The researchers observed a clear dose-response connection, whereby an individual has a gradual reduction in cardiovascular and all-cause death the more beneficial factors they have regarding higher sleep quality.
For their analysis, the researchers included data from 172,321 people with an average age of 50 who participated in a survey conducted each year by the National Center for Health Statistics and the CDC to help assess population health and includes questions about the dream and the dream. patterns. The study used a nationally representative population to examine how different sleep behaviors, and not just sleep duration, could impact life expectancy.
Because participants were able to be linked to National Death Index records, the connection between individual and combined sleep factors and cause-specific death, as well as death from all causes, could be examined. The individuals were monitored for an average of 4.3 years when 8,681 of them died.
2,052 of these deaths were due to cancer, 2,610 were deaths related to cardiovascular diseases, and 4,019 deaths were the result of other causes.
The researchers assessed five different sleep quality factors using a low-risk sleep score they developed based on survey responses.
- The ideal is to sleep between 7 and 8 hours per night.
- Trouble falling asleep a maximum of twice a week
- Difficulty staying asleep a maximum of two times a week.
- Do not use any sleeping medication.
- Feel well rested after sleeping a minimum of 5 days a week.
A score of 0 or 1 point was given to each factor, with 5 points indicating the highest sleep quality.
If people have each of these ideal sleep behaviors, they are more likely to live longer. Therefore, if overall sleep can be improved and sleep disorders can be identified, some of this premature death may be prevented.
For the analysis, other factors that could have increased the risk of death were controlled, such as other medical conditions, alcohol and tobacco use, and lower socioeconomic status.

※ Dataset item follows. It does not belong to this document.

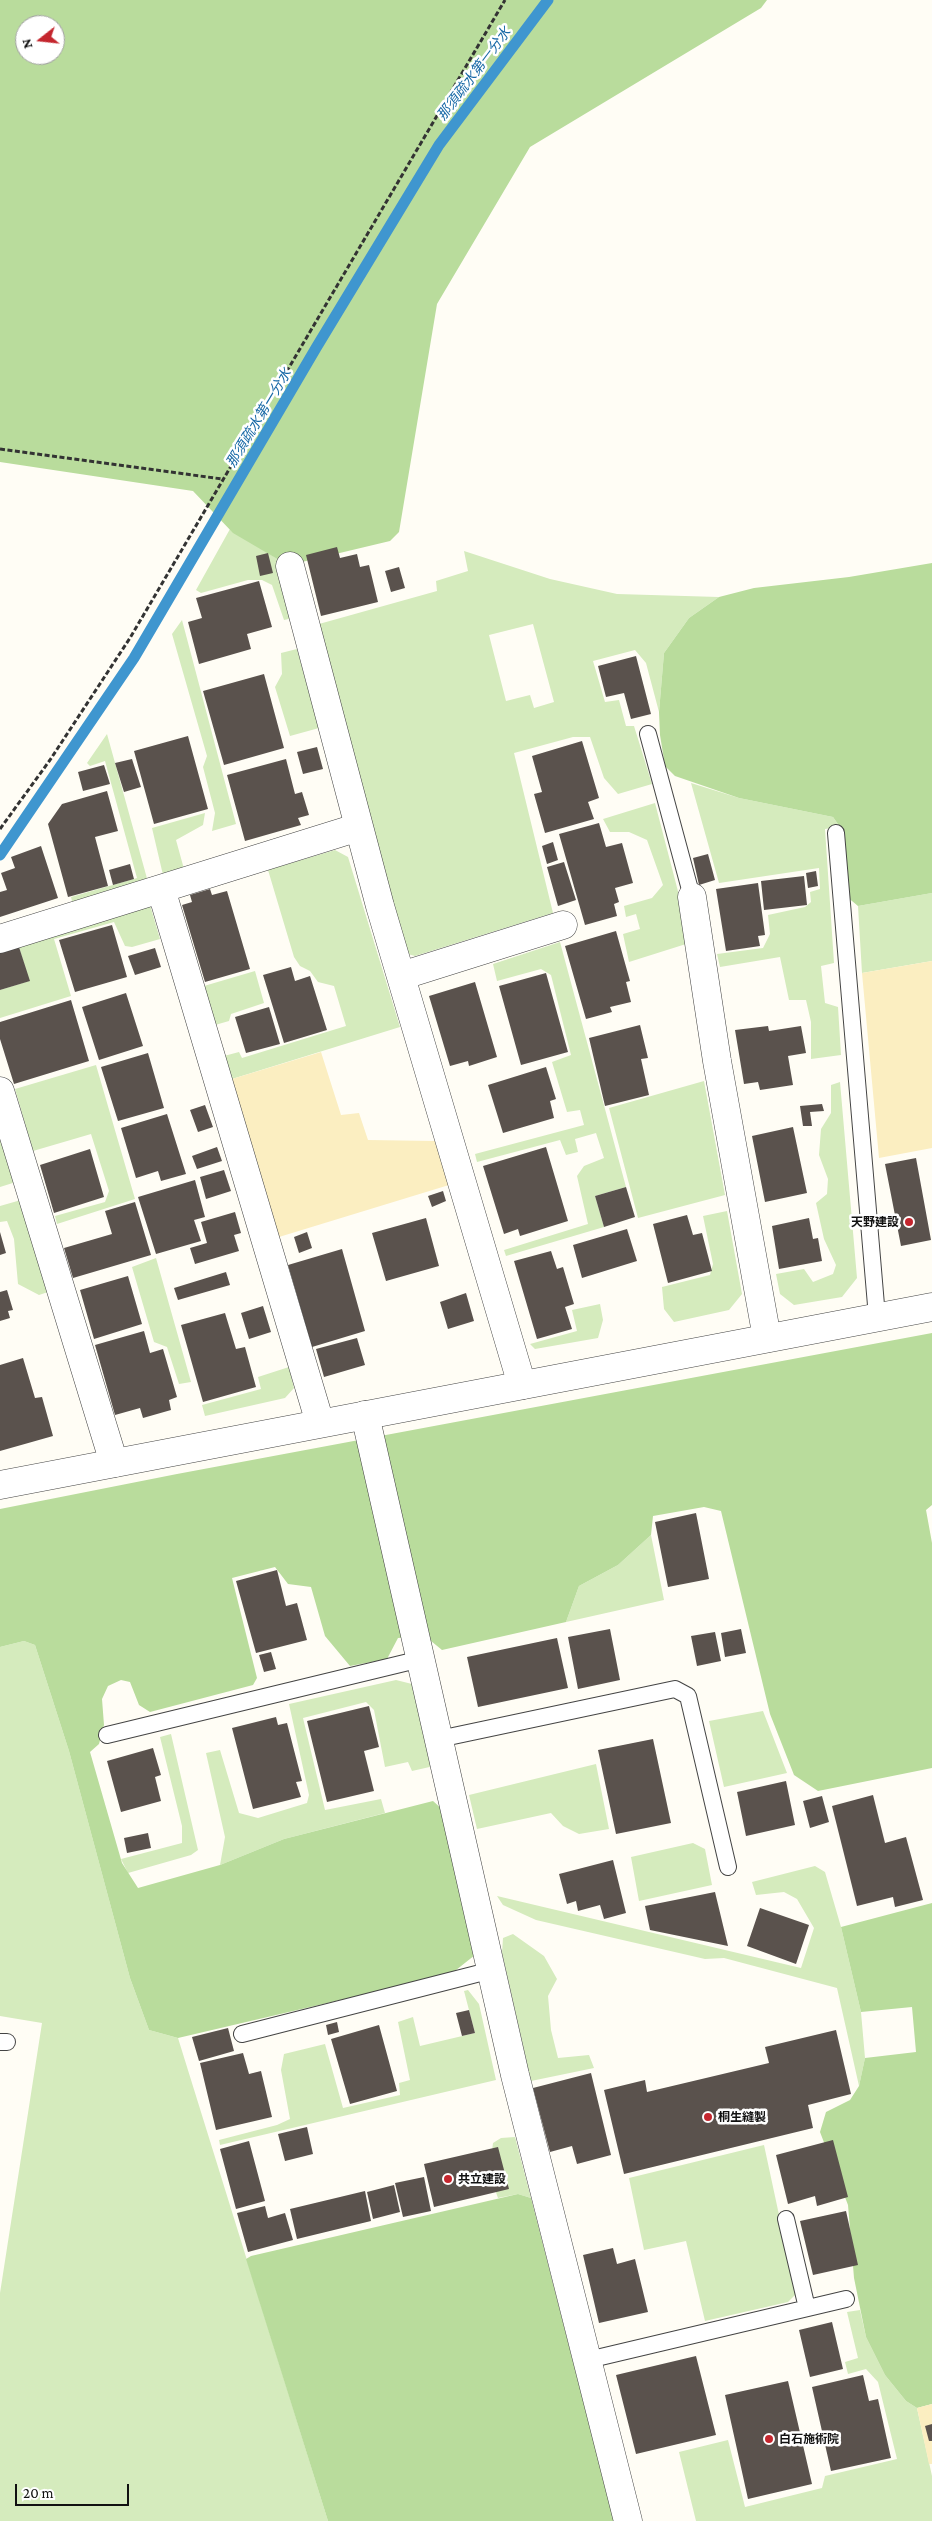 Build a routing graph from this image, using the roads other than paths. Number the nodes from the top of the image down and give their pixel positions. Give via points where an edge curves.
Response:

Compared to individuals who had 0 to 1 favorable sleep factors; People with all 5 were 30% less likely to die from any reason, 19% less likely to die from cancer, 21% less likely to die from cardiovascular disease, and 40% less likely to die for causes other than cancer or heart disease. .
These other causes of death are likely the result of neurodegenerative diseases, infections or accidents including Parkinson’s disease and dementia.

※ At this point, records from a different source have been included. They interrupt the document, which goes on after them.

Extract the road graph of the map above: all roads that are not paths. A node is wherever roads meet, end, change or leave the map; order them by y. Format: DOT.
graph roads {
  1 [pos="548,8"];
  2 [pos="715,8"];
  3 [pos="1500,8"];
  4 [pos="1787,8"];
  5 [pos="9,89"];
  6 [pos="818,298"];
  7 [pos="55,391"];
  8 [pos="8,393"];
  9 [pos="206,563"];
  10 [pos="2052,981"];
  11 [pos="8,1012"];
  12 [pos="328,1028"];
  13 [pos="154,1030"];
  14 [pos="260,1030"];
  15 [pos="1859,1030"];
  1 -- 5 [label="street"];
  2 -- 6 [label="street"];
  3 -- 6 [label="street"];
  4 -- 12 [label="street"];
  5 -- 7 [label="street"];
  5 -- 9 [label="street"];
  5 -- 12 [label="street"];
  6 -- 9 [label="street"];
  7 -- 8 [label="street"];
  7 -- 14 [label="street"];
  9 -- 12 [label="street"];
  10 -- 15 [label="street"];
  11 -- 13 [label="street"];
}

Among women and men who reported having all 5 sleep quality measures, life expectancy was 2.4 years longer for women and 4.7 years longer for men compared to people with none or only 1 of them. The 5 low-risk sleep factors.
More research is needed to establish why men who had all 5 low-risk sleep factors had twice the life expectancy compared to women with identical sleep quality.
If these good sleep patterns can be developed even from a young age, generally ensuring good sleep hygiene and sleep with few distractions, long-term overall health can benefit significantly.
The researchers estimated increases in life expectancy starting at age 30 for the study, but the model could be used to predict increases at other ages as well. Younger people need to understand that many health behaviors are cumulative over time.